Energieausweise geben Auskunft über den Energieverbrauch pro Quadratmeter Nutzfläche und Jahr, ähnlich wie wir das schon von Energieeffizienzklassen bei Haushaltsgeräten oder dem Durchschnittsverbrauch von Fahrzeugen kennen. Damit sollen Kaufinteressenten für Eigentumswohnungen und Interessenten für Mietwohnungen eine objektive Information darüber bekommen, ob das Gebäude einen hohen oder einen niedrigen Energiebedarf hat. Die politische Erwartung besteht darin, Gebäude mit schlechten Energiekennwerten kenntlich zu machen, um so den Gebäudeeigentümer zu energetisch wirksamen Modernisierungen zu motivieren.
Jeder Kauf- oder Mietinteressent für eine Wohnung oder ein Haus hat das Recht auf Vorlage eines gültigen Energieausweises durch den Verkäufer oder Vermieter. Mieter in bestehenden Mietverhältnissen haben dagegen keinen Anspruch auf einen Energieausweis. Ein Energieausweis ist also immer dann erforderlich, wenn ein Haus oder eine Wohnung verkauft, bzw. neu vermietet wird.
Für Wohngebäude bis Baujahr 1965 werden Energieausweise ab dem 01.07.2008 verpflichtend, für alle anderen Wohngebäude ab dem 01.01.2009. Für Nichtwohngebäude (Gewerbebauten)beginnt die Verpflichtung ab dem 01.07.2009.
Der Gesetzgeber lässt zwei Varianten zu: den verbrauchs- und den bedarfsbasierten Energieausweis. Ein verbrauchsbasierter Energieausweis kann besonders günstig erstellt werden, weil er aus den bekannten Verbrauchsdaten der Heizkostenabrechnungen der letzten drei Jahre berechnet wird. Beim bedarfsbasierten Energieausweis ist oft eine aufwändigere und deshalb teurere Begutachtung des Gebäudes vor Ort erforderlich. Der Kabinettsbeschluss gibt dem Gebäudeeigentümer folgende Möglichkeiten:
Nur in der Übergangsfrist bis 30. September 2008 hatte der Gebäudeeigentümer völlige Wahlfreiheit zwischen beiden Varianten. Unabhängig von Gebäudegröße und Baujahr konnte bis Ende September 2008 für jedes Gebäude verbrauchsbasierte Energieausweis erstellt werden.
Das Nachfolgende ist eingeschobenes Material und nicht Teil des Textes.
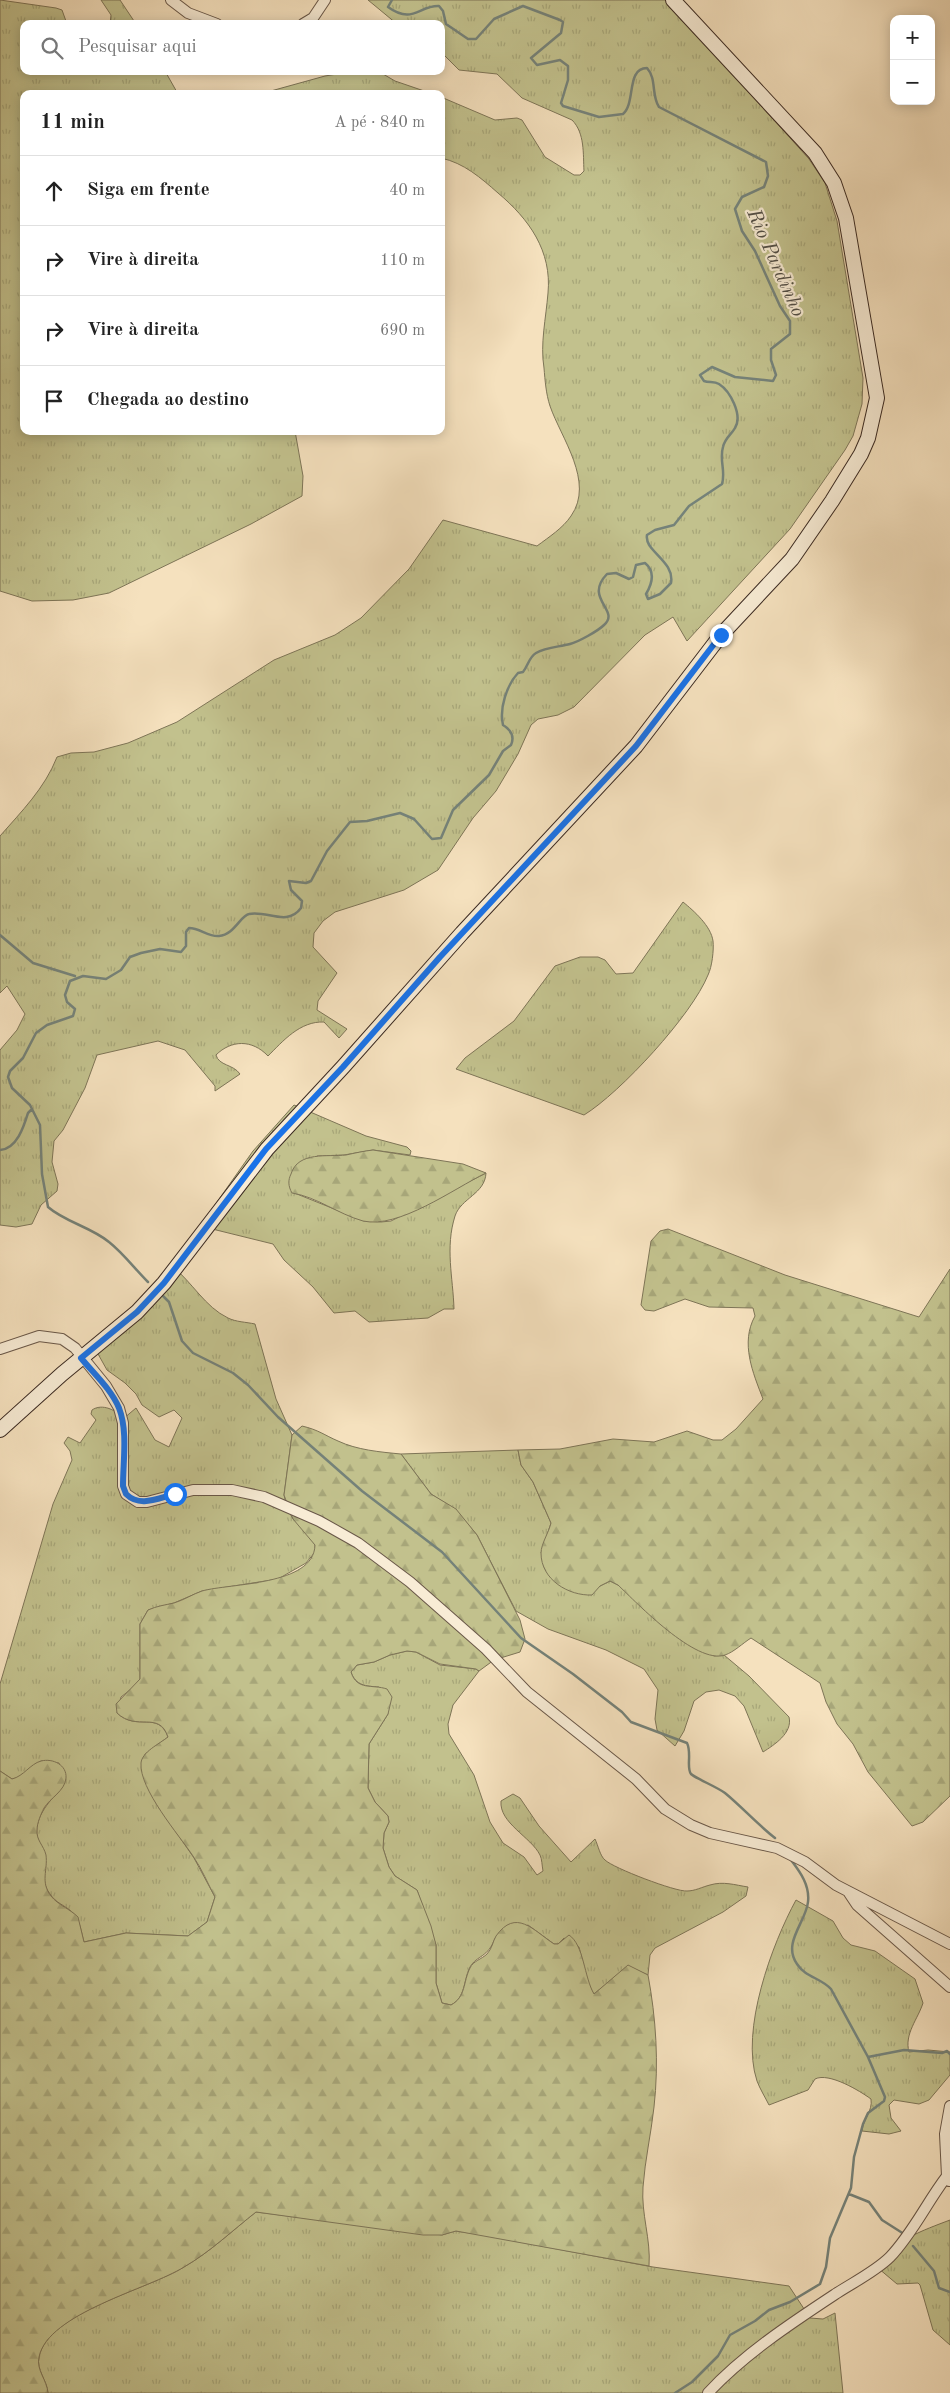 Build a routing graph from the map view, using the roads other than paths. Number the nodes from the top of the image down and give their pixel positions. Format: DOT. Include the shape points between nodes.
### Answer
graph roads {
  1 [pos="170,0"];
  2 [pos="325,0"];
  3 [pos="673,0"];
  4 [pos="206,20"];
  5 [pos="310,20"];
  6 [pos="0,1349"];
  7 [pos="81,1358"];
  8 [pos="0,1430"];
  9 [pos="847,1890"];
  10 [pos="950,1944"];
  11 [pos="950,1987"];
  12 [pos="950,2106"];
  13 [pos="948,2180"];
  14 [pos="708,2393"];
  1 -- 4 [label="street" via="188,13"];
  2 -- 5 [label="street"];
  3 -- 7 [label="main road" via="814,153 834,184 846,218 876,389 875,414 868,438 832,501 792,559 721,635 636,746 266,1149 164,1283 137,1312"];
  6 -- 7 [label="street" via="31,1338 51,1337 69,1342"];
  7 -- 8 [label="main road"];
  7 -- 9 [label="street" via="106,1386 119,1408 123,1423 123,1486 130,1498 147,1502 193,1490 232,1490 264,1497 319,1521 358,1543 410,1582 486,1649 527,1692 636,1779 664,1809 710,1833 777,1848"];
  9 -- 10 [label="street"];
  9 -- 11 [label="street" via="857,1905"];
  12 -- 13 [label="street" via="945,2134"];
  13 -- 14 [label="street" via="930,2197 910,2232 889,2258 752,2354"];
}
Auch in Sachen Energieausweis können Sie auf die bewährte Minol-Qualität vertrauen. Mit unserer über 50-jährigen Erfahrung im Energiemanagement sind wir Ihr kompetenter Partner in Sachen Energieausweis. Dabei unterstützen wir die gelegentlich zu hörende Warnung, dass nicht jeder, der einen günstigen Energieausweis anbietet, diesen auch nach den strengen Vorgaben der Energieeinsparverordnung (EnEV) erstellt. Dieses Problem haben Sie bei Minol garantiert nicht, denn selbstverständlich erstellen wir Energieausweise nur nach den strengen Richtlinien der EnEV unter Mitarbeit unserer zertifizierten Energieberater. Ihre angegebenen Daten werden von uns in jedem Arbeitsschritt plausibilisiert und geprüft. Somit sind Sie auf der sicheren Seite und genießen die volle Rechtssicherheit mit Ihrem Minol-Energieausweis. Dieser ist selbstverständlich zehn Jahre gültig und beinhaltet alle gesetzlichen Vorschriften. Der Gesetzgeber lässt eindeutig zwei Varianten zu – den verbrauchsbasierten und den bedarfsbasierten Energieausweis. Es besteht also kein Zweifel daran, dass ein verbrauchsbasierter Energieausweis - auch ohne Begehung des zu bewertenden Objektes - absolut konform zur Energieeinsparverordnung (EnEV) ist.
Minol bietet Ihnen die Erstellung von verbrauchsbasierten Energieausweisen für Wohngebäude an.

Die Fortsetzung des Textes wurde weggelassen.